この時になって、漸くオーバンが己に向けられた感情の正体を悟る。
またこれか、と人知れず歯噛みをしても後の祭り。振り終わった賽子はただその結果をいつまでも提示し続け、今更なかったことになど出来る筈も無かった。
今の彼女に出来るのは、無駄と知りつつ言葉を尽くす事だけだったのだ。
「……だから、私の研究を盗んだのですか? そしてそれを、研究室の皆も黙認して、ここにいると」
「…………」
誰からも、返事はない。否定も肯定も無いが、もはや念を押すように再度問う必要も無かった。
代わって、更にオーバンは問う。
「でも私を否定したいなら、他にもやりようはあった筈です。この研究でなくとも……」
「いいや、この研究でなければ意味がない。君が投げ出した代物だ、それを凡人である私達が達成したとなれば、君を否定するに足る十分な材料となるだろう?」
「だからこれに拘ったのですか!? ですが、何度も言う様にこの実験は危険すぎます! 教授や皆の安全の為にも、今すぐに中止して……」
「する訳が無いだろう!? 言った筈だ、私は君の指摘する穴を埋める事に成功したのだと。もはや完全となったそれに失敗はあり得ない!」
血走った眼が、オーバンを捉えて放さない。その目に浮かぶ感情は、数多の感情が綯交ぜになっていて、彼女にはその全てを察する術など有ろう筈も無かった。
「そんなっ、どうしてだ?」
深く、暗く沈んでいく感情を表す様に、オーバンの腹の底でも何かが沈殿していく。思わず大声で子供みたいな悪態をつきたくなるのを堪えながら、彼女は真っ直ぐにプルーストを見返すのだった。

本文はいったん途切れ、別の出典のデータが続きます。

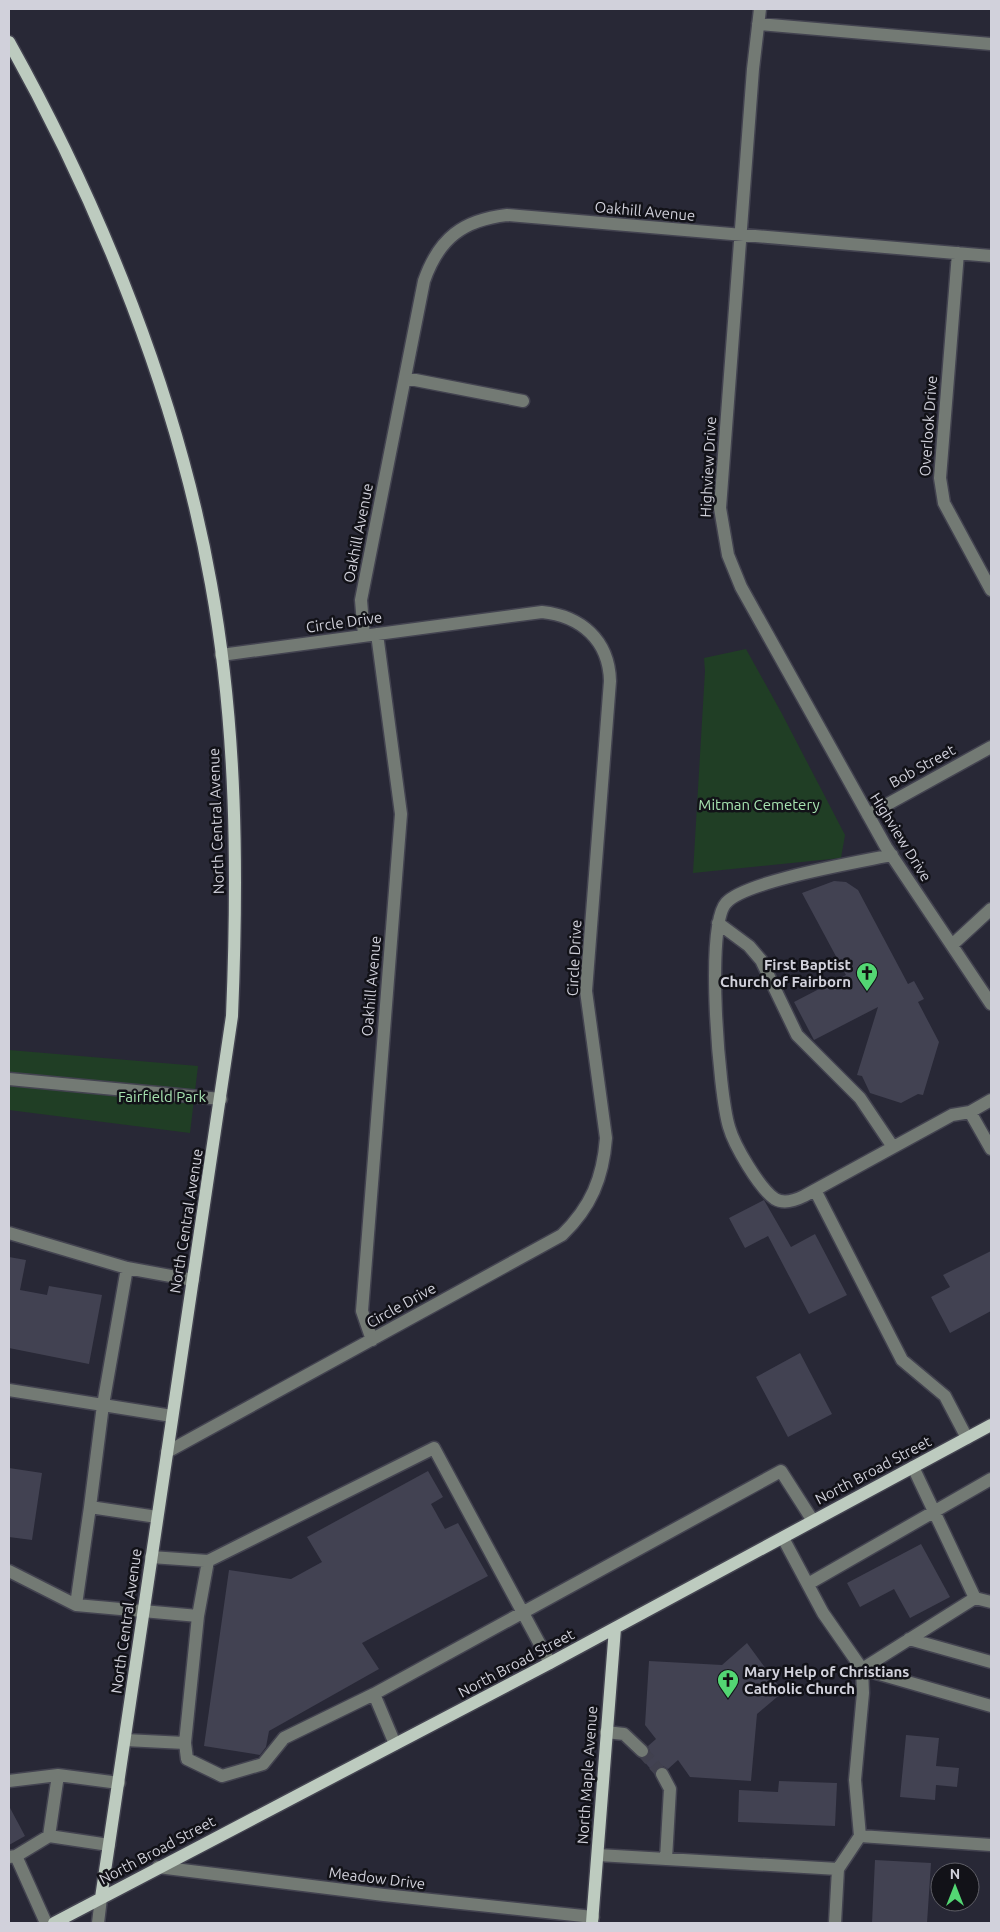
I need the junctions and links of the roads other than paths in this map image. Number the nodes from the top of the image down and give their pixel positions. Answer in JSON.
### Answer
{"nodes":[{"id":1,"x":760,"y":9,"type":"edge"},
{"id":2,"x":758,"y":24,"type":"junction"},
{"id":3,"x":9,"y":42,"type":"edge"},
{"id":4,"x":991,"y":44,"type":"edge"},
{"id":5,"x":741,"y":235,"type":"junction"},
{"id":6,"x":958,"y":253,"type":"junction"},
{"id":7,"x":991,"y":256,"type":"edge"},
{"id":8,"x":405,"y":378,"type":"junction"},
{"id":9,"x":523,"y":401,"type":"dead end"},
{"id":10,"x":991,"y":590,"type":"edge"},
{"id":11,"x":370,"y":635,"type":"junction"},
{"id":12,"x":221,"y":655,"type":"junction"},
{"id":13,"x":991,"y":747,"type":"edge"},
{"id":14,"x":868,"y":815,"type":"junction"},
{"id":15,"x":892,"y":855,"type":"junction"},
{"id":16,"x":991,"y":909,"type":"edge"},
{"id":17,"x":718,"y":923,"type":"junction"},
{"id":18,"x":952,"y":945,"type":"junction"},
{"id":19,"x":991,"y":1004,"type":"edge"},
{"id":20,"x":9,"y":1079,"type":"edge"},
{"id":21,"x":221,"y":1099,"type":"junction"},
{"id":22,"x":991,"y":1100,"type":"edge"},
{"id":23,"x":970,"y":1112,"type":"junction"},
{"id":24,"x":893,"y":1148,"type":"junction"},
{"id":25,"x":991,"y":1148,"type":"edge"},
{"id":26,"x":815,"y":1190,"type":"junction"},
{"id":27,"x":9,"y":1233,"type":"edge"},
{"id":28,"x":128,"y":1268,"type":"junction"},
{"id":29,"x":193,"y":1280,"type":"junction"},
{"id":30,"x":372,"y":1340,"type":"junction"},
{"id":31,"x":9,"y":1390,"type":"edge"},
{"id":32,"x":103,"y":1405,"type":"junction"},
{"id":33,"x":172,"y":1416,"type":"junction"},
{"id":34,"x":991,"y":1425,"type":"edge"},
{"id":35,"x":967,"y":1438,"type":"junction"},
{"id":36,"x":167,"y":1452,"type":"junction"},
{"id":37,"x":913,"y":1467,"type":"junction"},
{"id":38,"x":991,"y":1479,"type":"edge"},
{"id":39,"x":90,"y":1507,"type":"junction"},
{"id":40,"x":935,"y":1510,"type":"junction"},
{"id":41,"x":157,"y":1516,"type":"junction"},
{"id":42,"x":813,"y":1521,"type":"junction"},
{"id":43,"x":783,"y":1538,"type":"junction"},
{"id":44,"x":151,"y":1557,"type":"junction"},
{"id":45,"x":208,"y":1561,"type":"junction"},
{"id":46,"x":9,"y":1571,"type":"edge"},
{"id":47,"x":808,"y":1584,"type":"junction"},
{"id":48,"x":975,"y":1598,"type":"junction"},
{"id":49,"x":991,"y":1602,"type":"edge"},
{"id":50,"x":76,"y":1604,"type":"junction"},
{"id":51,"x":143,"y":1612,"type":"junction"},
{"id":52,"x":522,"y":1612,"type":"junction"},
{"id":53,"x":198,"y":1616,"type":"junction"},
{"id":54,"x":615,"y":1628,"type":"junction"},
{"id":55,"x":909,"y":1639,"type":"junction"},
{"id":56,"x":991,"y":1662,"type":"edge"},
{"id":57,"x":550,"y":1663,"type":"junction"},
{"id":58,"x":862,"y":1669,"type":"junction"},
{"id":59,"x":374,"y":1694,"type":"junction"},
{"id":60,"x":991,"y":1706,"type":"edge"},
{"id":61,"x":606,"y":1732,"type":"junction"},
{"id":62,"x":125,"y":1740,"type":"junction"},
{"id":63,"x":185,"y":1743,"type":"junction"},
{"id":64,"x":395,"y":1744,"type":"junction"},
{"id":65,"x":642,"y":1751,"type":"tunnel mouth"},
{"id":66,"x":662,"y":1774,"type":"tunnel mouth"},
{"id":67,"x":58,"y":1775,"type":"junction"},
{"id":68,"x":9,"y":1781,"type":"edge"},
{"id":69,"x":119,"y":1783,"type":"junction"},
{"id":70,"x":48,"y":1836,"type":"junction"},
{"id":71,"x":860,"y":1836,"type":"junction"},
{"id":72,"x":109,"y":1845,"type":"junction"},
{"id":73,"x":991,"y":1845,"type":"edge"},
{"id":74,"x":598,"y":1855,"type":"junction"},
{"id":75,"x":12,"y":1857,"type":"edge"},
{"id":76,"x":666,"y":1859,"type":"junction"},
{"id":77,"x":158,"y":1867,"type":"junction"},
{"id":78,"x":838,"y":1870,"type":"junction"},
{"id":79,"x":101,"y":1898,"type":"junction"},
{"id":80,"x":593,"y":1920,"type":"edge"},
{"id":81,"x":46,"y":1923,"type":"edge"},
{"id":82,"x":54,"y":1923,"type":"edge"},
{"id":83,"x":98,"y":1923,"type":"edge"},
{"id":84,"x":835,"y":1923,"type":"edge"}],
"edges":[{"from":1,"to":2,"type":"street","name":"Highview Drive"},
{"from":2,"to":4,"type":"street"},
{"from":2,"to":5,"type":"street","name":"Highview Drive"},
{"from":3,"to":12,"type":"main road","name":"North Central Avenue"},
{"from":5,"to":6,"type":"street","name":"Oakhill Avenue"},
{"from":5,"to":8,"type":"street","name":"Oakhill Avenue"},
{"from":5,"to":14,"type":"street","name":"Highview Drive"},
{"from":6,"to":7,"type":"street","name":"Oakhill Avenue"},
{"from":6,"to":10,"type":"street","name":"Overlook Drive"},
{"from":8,"to":9,"type":"street"},
{"from":8,"to":11,"type":"street","name":"Oakhill Avenue"},
{"from":11,"to":12,"type":"street","name":"Circle Drive"},
{"from":11,"to":30,"type":"street","name":"Oakhill Avenue"},
{"from":11,"to":30,"type":"street","name":"Circle Drive"},
{"from":12,"to":21,"type":"main road","name":"North Central Avenue"},
{"from":13,"to":14,"type":"street","name":"Bob Street"},
{"from":14,"to":15,"type":"street","name":"Highview Drive"},
{"from":15,"to":17,"type":"street"},
{"from":15,"to":18,"type":"street","name":"Highview Drive"},
{"from":16,"to":18,"type":"street"},
{"from":17,"to":24,"type":"street"},
{"from":17,"to":26,"type":"street"},
{"from":18,"to":19,"type":"street","name":"Highview Drive"},
{"from":20,"to":21,"type":"street"},
{"from":21,"to":29,"type":"main road","name":"North Central Avenue"},
{"from":22,"to":23,"type":"street"},
{"from":23,"to":24,"type":"street"},
{"from":23,"to":25,"type":"street"},
{"from":24,"to":26,"type":"street"},
{"from":26,"to":35,"type":"street"},
{"from":27,"to":28,"type":"street"},
{"from":28,"to":29,"type":"street"},
{"from":28,"to":32,"type":"street"},
{"from":29,"to":33,"type":"main road","name":"North Central Avenue"},
{"from":30,"to":36,"type":"street","name":"Circle Drive"},
{"from":31,"to":32,"type":"street"},
{"from":32,"to":33,"type":"street"},
{"from":32,"to":39,"type":"street"},
{"from":33,"to":36,"type":"main road","name":"North Central Avenue"},
{"from":34,"to":35,"type":"main road","name":"North Broad Street"},
{"from":35,"to":37,"type":"main road","name":"North Broad Street"},
{"from":36,"to":41,"type":"main road","name":"North Central Avenue"},
{"from":37,"to":40,"type":"street"},
{"from":37,"to":42,"type":"main road","name":"North Broad Street"},
{"from":38,"to":40,"type":"street"},
{"from":39,"to":41,"type":"street"},
{"from":39,"to":50,"type":"street"},
{"from":40,"to":47,"type":"street"},
{"from":40,"to":48,"type":"street"},
{"from":41,"to":44,"type":"main road","name":"North Central Avenue"},
{"from":42,"to":43,"type":"main road","name":"North Broad Street"},
{"from":42,"to":52,"type":"street"},
{"from":43,"to":47,"type":"street"},
{"from":43,"to":54,"type":"main road","name":"North Broad Street"},
{"from":44,"to":45,"type":"street"},
{"from":44,"to":51,"type":"main road","name":"North Central Avenue"},
{"from":45,"to":52,"type":"street"},
{"from":45,"to":53,"type":"street"},
{"from":46,"to":50,"type":"street"},
{"from":47,"to":58,"type":"street"},
{"from":48,"to":49,"type":"street"},
{"from":48,"to":55,"type":"street"},
{"from":50,"to":51,"type":"street"},
{"from":51,"to":53,"type":"street"},
{"from":51,"to":62,"type":"main road","name":"North Central Avenue"},
{"from":52,"to":57,"type":"street"},
{"from":52,"to":59,"type":"street"},
{"from":53,"to":63,"type":"street"},
{"from":54,"to":57,"type":"main road","name":"North Broad Street"},
{"from":54,"to":61,"type":"main road","name":"North Maple Avenue"},
{"from":55,"to":56,"type":"street"},
{"from":55,"to":58,"type":"street"},
{"from":57,"to":64,"type":"main road","name":"North Broad Street"},
{"from":58,"to":60,"type":"street"},
{"from":58,"to":71,"type":"street"},
{"from":59,"to":63,"type":"street"},
{"from":59,"to":64,"type":"street"},
{"from":61,"to":65,"type":"street"},
{"from":61,"to":74,"type":"main road","name":"North Maple Avenue"},
{"from":62,"to":63,"type":"street"},
{"from":62,"to":69,"type":"main road","name":"North Central Avenue"},
{"from":64,"to":77,"type":"main road","name":"North Broad Street"},
{"from":66,"to":76,"type":"street"},
{"from":67,"to":68,"type":"street"},
{"from":67,"to":69,"type":"street"},
{"from":67,"to":70,"type":"street"},
{"from":69,"to":72,"type":"main road","name":"North Central Avenue"},
{"from":70,"to":72,"type":"street"},
{"from":70,"to":75,"type":"street"},
{"from":71,"to":73,"type":"street"},
{"from":71,"to":78,"type":"street"},
{"from":72,"to":79,"type":"main road","name":"North Central Avenue"},
{"from":74,"to":76,"type":"street"},
{"from":74,"to":80,"type":"main road","name":"North Maple Avenue"},
{"from":75,"to":81,"type":"street"},
{"from":76,"to":78,"type":"street"},
{"from":77,"to":79,"type":"main road","name":"North Broad Street"},
{"from":77,"to":80,"type":"street","name":"Meadow Drive"},
{"from":78,"to":84,"type":"street"},
{"from":79,"to":82,"type":"main road","name":"North Broad Street"},
{"from":79,"to":83,"type":"street","name":"North Central Avenue"}]}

「ならその理論、実験をする前に私にも見せてくれませんか? そこまで言うのなら、仮に見せたところで何の問題もない筈です」
「いや、君に見て貰うまでもない。結果で証明して見せる。その後で幾らでも、穴が開くくらい見せてあげるさ」
「……冗談じゃありません。このこと、今すぐに学長へ報告にさせて貰います。解雇や退学処分は免れないと思っていて下さい」
間違い無くこの実験は失敗してしまうと、オーバンは睨んでいた。だから、彼女はそう言って即座に踵を返す。
どれだけ負の感情を向けられようと、それまでは一緒の研究室で過ごした仲間や恩師だから。例えどんな処分が下されようと、彼らに死んで欲しくなかったから。
だから――。
「それは困る」
「っ……!?」
聞き覚えの無い、若い男の声。
それが彼女の鼓膜を揺らした瞬間、視界が目まぐるしく回転した。
一体何が起きているかなど全く分からず、気付けばオーバンは一人の男によって俯せに組み伏せられていたのである。
「何者、だ……?」
「初めまして、リュテス大学が誇る才媛、ヴィオレット・オーバン。噂はかねがね聞いているぞ」
どうにか脱出しようと藻掻くが、かなり綺麗に組み伏せられてしまったらしく、純粋な膂力の差もあって男はビクともしない。
おまけに彼女からの問い掛けへ碌に答える気もないのか、男はただ一方的に話すだけだった。
「貴女が提唱した“間隙経由転送技術”……実に見事なものだ。実用化の暁には、軍事的にも革新を齎すだろうな」
「なるほど……出資者のご登場って訳か。教授、貴方は一体どこの国の組織に、これを売り込んだんですか?」
考えられるだけで、この世界には片手では足りない程の特殊組織がある。認知されていない暗部を考えれば、それは爆発的に増えるだろう。
今回の場合、実験に掛かる費用の莫大さや軍事的観点に着目している様子から、恐らくどこかの大国――とオーバンが予想を立てていると、やおらプルーストは口を開く。
「……いいや、話を持ち掛けたのは彼らの方だ。今後の身の安全と、富や業績の保証……これだけ提示されれば、食い付くのも当然だろう?」
「本当にそれが保証されているかも分からないのに……正気ですか?」
「研究成果と共に君の身柄も引き渡すと言えば、手柄的にも問題無いさ」
「……っ」
嵌められた。
プルーストは、オーバンが単身でここに乗り込んで来るのも織り込み済みだったのだろう。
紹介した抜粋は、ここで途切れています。